[Start of section]

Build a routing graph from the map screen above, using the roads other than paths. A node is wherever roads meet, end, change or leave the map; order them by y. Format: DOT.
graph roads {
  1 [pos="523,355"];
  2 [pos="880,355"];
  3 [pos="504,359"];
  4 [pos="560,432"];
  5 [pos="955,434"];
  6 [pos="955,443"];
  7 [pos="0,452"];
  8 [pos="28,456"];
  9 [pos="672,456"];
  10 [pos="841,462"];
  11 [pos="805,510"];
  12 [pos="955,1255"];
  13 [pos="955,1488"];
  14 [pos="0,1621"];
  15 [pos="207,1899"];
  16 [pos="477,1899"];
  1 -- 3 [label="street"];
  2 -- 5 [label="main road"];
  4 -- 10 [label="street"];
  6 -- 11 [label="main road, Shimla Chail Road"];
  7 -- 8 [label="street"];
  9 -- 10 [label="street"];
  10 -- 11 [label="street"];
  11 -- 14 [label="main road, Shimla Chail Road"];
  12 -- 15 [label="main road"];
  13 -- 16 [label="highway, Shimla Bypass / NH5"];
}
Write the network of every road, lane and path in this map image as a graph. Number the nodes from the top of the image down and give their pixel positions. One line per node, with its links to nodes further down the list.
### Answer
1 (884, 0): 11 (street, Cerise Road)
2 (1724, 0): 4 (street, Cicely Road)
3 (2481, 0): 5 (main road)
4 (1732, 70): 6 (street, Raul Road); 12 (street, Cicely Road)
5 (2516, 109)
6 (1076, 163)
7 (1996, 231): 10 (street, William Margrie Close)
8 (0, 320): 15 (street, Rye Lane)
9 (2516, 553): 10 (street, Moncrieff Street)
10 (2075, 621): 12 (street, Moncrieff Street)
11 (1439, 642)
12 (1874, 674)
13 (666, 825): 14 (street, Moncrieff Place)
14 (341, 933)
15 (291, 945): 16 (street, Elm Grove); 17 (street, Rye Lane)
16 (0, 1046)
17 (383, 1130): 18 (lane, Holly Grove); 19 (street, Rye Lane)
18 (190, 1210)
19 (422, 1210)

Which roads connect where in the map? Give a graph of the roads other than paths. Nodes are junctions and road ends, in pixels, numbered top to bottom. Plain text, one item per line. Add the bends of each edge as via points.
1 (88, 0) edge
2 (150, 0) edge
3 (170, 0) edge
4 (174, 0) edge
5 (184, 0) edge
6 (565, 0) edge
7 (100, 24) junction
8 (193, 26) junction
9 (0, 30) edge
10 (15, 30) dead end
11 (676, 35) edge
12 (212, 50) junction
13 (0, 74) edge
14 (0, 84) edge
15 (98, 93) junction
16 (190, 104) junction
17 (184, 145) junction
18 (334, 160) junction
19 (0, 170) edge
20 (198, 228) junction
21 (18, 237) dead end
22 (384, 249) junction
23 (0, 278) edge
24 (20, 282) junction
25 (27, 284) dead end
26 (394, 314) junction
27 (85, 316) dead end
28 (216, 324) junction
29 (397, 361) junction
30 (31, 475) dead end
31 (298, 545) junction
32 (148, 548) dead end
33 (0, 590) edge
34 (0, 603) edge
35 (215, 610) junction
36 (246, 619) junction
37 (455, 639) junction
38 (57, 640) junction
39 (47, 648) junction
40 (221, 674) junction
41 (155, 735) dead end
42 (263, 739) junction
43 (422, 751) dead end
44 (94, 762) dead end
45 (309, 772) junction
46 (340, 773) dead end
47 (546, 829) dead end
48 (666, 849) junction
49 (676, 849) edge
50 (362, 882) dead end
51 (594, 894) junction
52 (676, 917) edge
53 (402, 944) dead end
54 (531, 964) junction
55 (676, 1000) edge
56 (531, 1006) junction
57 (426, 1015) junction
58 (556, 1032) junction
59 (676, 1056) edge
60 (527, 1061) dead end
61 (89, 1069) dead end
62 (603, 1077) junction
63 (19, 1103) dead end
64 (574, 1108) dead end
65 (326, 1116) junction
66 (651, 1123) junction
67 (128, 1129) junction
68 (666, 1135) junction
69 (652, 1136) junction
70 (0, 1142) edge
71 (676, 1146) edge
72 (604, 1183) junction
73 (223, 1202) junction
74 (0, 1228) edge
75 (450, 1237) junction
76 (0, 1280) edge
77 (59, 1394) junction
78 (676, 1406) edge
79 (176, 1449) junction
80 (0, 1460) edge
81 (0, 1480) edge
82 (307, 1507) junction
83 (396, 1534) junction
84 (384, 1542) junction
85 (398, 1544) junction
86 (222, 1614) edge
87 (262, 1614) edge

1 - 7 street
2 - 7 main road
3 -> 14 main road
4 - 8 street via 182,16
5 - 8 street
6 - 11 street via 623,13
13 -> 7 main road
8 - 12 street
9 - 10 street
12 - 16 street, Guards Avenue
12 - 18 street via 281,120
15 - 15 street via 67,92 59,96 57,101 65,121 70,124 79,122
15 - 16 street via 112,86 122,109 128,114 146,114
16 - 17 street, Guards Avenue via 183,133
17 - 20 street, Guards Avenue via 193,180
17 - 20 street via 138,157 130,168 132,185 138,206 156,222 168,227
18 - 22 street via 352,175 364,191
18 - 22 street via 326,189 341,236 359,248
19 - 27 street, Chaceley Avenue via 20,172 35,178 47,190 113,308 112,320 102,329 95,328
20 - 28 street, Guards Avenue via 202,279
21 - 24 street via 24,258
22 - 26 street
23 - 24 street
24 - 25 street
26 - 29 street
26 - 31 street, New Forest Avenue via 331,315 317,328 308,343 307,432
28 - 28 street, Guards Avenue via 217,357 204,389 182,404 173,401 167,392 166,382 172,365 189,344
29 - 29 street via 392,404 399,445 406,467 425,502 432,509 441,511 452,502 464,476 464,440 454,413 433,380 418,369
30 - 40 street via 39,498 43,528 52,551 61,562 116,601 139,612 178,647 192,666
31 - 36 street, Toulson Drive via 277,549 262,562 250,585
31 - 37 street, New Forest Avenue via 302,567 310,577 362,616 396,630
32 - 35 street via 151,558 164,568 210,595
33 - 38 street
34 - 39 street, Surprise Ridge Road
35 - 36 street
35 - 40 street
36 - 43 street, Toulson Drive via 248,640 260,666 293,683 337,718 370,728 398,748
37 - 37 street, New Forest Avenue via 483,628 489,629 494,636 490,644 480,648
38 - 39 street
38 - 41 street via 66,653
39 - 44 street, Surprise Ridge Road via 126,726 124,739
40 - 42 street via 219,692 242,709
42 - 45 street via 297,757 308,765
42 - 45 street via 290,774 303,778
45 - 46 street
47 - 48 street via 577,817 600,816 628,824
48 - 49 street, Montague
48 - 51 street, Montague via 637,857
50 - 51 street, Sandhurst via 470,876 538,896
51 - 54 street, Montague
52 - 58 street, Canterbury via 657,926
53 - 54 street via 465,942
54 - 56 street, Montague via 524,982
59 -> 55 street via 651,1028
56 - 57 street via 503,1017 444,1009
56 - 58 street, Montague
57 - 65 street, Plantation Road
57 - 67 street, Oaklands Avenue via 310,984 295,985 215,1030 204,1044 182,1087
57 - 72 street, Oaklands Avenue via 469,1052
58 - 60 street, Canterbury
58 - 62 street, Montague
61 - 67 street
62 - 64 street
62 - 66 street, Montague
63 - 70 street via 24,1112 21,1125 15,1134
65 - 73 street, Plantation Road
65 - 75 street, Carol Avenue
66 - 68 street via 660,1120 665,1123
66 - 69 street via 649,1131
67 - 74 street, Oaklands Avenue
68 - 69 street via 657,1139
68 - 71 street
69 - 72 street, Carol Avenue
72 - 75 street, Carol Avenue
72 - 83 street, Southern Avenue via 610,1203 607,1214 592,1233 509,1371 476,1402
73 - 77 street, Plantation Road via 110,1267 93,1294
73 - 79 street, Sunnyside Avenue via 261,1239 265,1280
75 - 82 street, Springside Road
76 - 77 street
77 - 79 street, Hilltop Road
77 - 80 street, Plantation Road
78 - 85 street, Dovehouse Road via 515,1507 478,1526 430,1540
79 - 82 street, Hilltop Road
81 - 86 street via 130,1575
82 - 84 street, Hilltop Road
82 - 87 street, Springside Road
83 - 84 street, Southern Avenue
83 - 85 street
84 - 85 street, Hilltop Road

[End of section]

§ EXERCISE OBJECTIVE: Nothing should be returned except the lines from the first line of the data above through the line with "Write the network", each one exact.

§ TASK RESULT:
Build a routing graph from the map screen above, using the roads other than paths. A node is wherever roads meet, end, change or leave the map; order them by y. Format: DOT.
graph roads {
  1 [pos="523,355"];
  2 [pos="880,355"];
  3 [pos="504,359"];
  4 [pos="560,432"];
  5 [pos="955,434"];
  6 [pos="955,443"];
  7 [pos="0,452"];
  8 [pos="28,456"];
  9 [pos="672,456"];
  10 [pos="841,462"];
  11 [pos="805,510"];
  12 [pos="955,1255"];
  13 [pos="955,1488"];
  14 [pos="0,1621"];
  15 [pos="207,1899"];
  16 [pos="477,1899"];
  1 -- 3 [label="street"];
  2 -- 5 [label="main road"];
  4 -- 10 [label="street"];
  6 -- 11 [label="main road, Shimla Chail Road"];
  7 -- 8 [label="street"];
  9 -- 10 [label="street"];
  10 -- 11 [label="street"];
  11 -- 14 [label="main road, Shimla Chail Road"];
  12 -- 15 [label="main road"];
  13 -- 16 [label="highway, Shimla Bypass / NH5"];
}
Write the network of every road, lane and path in this map image as a graph. Number the nodes from the top of the image down and give their pixel positions. One line per node, with its links to nodes further down the list.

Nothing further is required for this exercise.